# Albums you're looking forward to in 2009



## Fireworks (Dec 29, 2008)

Title says it all.

I'm mainly looking forward to new Pain Of Salvation, Rammstein, Muse, Wintersun (hopefully the latter one won't get delayed again until 2010 or even further), and "During the Somewhere Back In Time tour, Bruce Dickinson has said that there are plans for Iron Maiden to write and record a new album, most likely to come out in 2009"!


----------



## Tarvos (Dec 29, 2008)

new anathema


----------



## Retsu (Dec 29, 2008)

Lunatica's _New Shores_, Stolen Babies' second album, and whatever's next for Tristania. That's about all I can think of at the moment.


----------



## Morbid (Dec 30, 2008)

New shit by Cannibal Corpse, Suffocation and Morbid Angel due out in 2009. Gonna be an awesome year.


----------



## Tarvos (Dec 30, 2008)

tbh new lamb of god


----------



## foreign contaminant (Dec 31, 2008)

the new of montreal album might be cool. daft punk is preparing new material also, and after alive 2007 i'm really excited to hear it.


----------



## #1 bro (Dec 31, 2008)

foreign contaminant said:


> the new of montreal album might be cool.
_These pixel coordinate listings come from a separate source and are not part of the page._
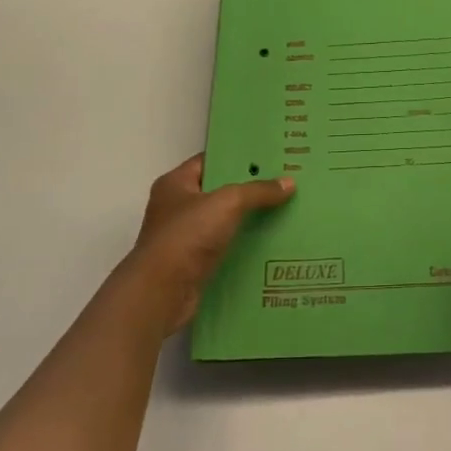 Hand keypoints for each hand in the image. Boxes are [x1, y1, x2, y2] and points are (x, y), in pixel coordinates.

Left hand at [115, 155, 293, 338]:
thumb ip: (258, 191)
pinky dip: (243, 246)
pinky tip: (271, 243)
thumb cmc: (187, 236)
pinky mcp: (194, 264)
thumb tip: (289, 183)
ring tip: (285, 211)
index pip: (210, 161)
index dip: (238, 157)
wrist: (161, 293)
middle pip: (219, 191)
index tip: (269, 157)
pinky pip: (225, 247)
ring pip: (224, 221)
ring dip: (249, 219)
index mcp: (176, 183)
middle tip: (284, 183)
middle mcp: (177, 207)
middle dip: (249, 189)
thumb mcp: (227, 203)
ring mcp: (184, 237) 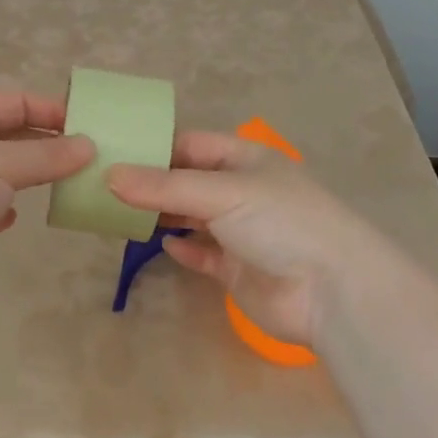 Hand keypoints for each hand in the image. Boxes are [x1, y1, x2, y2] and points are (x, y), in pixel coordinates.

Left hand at [0, 91, 94, 311]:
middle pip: (9, 136)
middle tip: (89, 158)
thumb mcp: (2, 163)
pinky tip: (20, 215)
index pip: (13, 101)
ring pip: (1, 174)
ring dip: (31, 177)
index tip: (88, 125)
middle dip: (46, 144)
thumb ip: (48, 155)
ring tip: (70, 184)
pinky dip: (5, 209)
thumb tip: (90, 146)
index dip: (49, 109)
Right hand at [107, 131, 369, 347]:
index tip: (113, 153)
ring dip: (161, 216)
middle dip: (152, 184)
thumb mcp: (222, 192)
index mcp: (246, 159)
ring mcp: (241, 232)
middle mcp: (243, 191)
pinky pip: (202, 254)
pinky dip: (182, 248)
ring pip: (191, 217)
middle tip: (105, 186)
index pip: (192, 144)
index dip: (155, 147)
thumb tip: (109, 176)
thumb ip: (164, 186)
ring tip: (119, 214)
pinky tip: (162, 245)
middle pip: (188, 181)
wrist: (332, 292)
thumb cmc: (281, 222)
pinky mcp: (238, 269)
Didn't they just come out with a new one, Skeletal Lamping? *is planning on getting it*

anyway tbh the only albums I know of that I'm looking forward to are U2 (although it will most likely suck) and Muse I guess


----------



## Zhorken (Dec 31, 2008)

The Sad Thing Is, We Like It Here by Shaimus oh man I've preordered it and everything and aaa  :3!!!!


----------



## #1 bro (Jan 5, 2009)

I have one!

The Hazards of Love, by the Decemberists. Even the tracklisting is fairly epic: 

01: Prelude
02: The Hazards of Love 1 (The Prettiest Whistles Won't Wrestle the Thistles Undone)
03: A Bower Scene
04: Won't Want for Love (Margaret in the Taiga)
05: The Hazards of Love 2 (Wager All)
06: The Queen's Approach
07: Isn't It a Lovely Night?
08: The Wanting Comes in Waves / Repaid
09: An Interlude
10: The Rake's Song
11: The Abduction of Margaret
12: The Queen's Rebuke / The Crossing
13: Annan Water
14: Margaret in Captivity
15: The Hazards of Love 3 (Revenge!)
16: The Wanting Comes in Waves (Reprise)
17: The Hazards of Love 4 (The Drowned)

Coming March 24th!


----------



## Zuu (Jan 5, 2009)

hopefully Amon Amarth, Ensiferum, Vital Remains, and 3 Inches of Blood all come out with new shit

that would be great


----------



## Tarvos (Jan 5, 2009)

Amon amarth put a record out like last autumn, not gonna happen :(


----------



## Lady Grimdour (Jan 5, 2009)

Probably the next Dethklok series album. Oh, and Maiden's new album.


----------



## Aenrhien (Jan 5, 2009)

New Bobaflex music. :3 They're recording now, so if it's not out this year I'll cry.


----------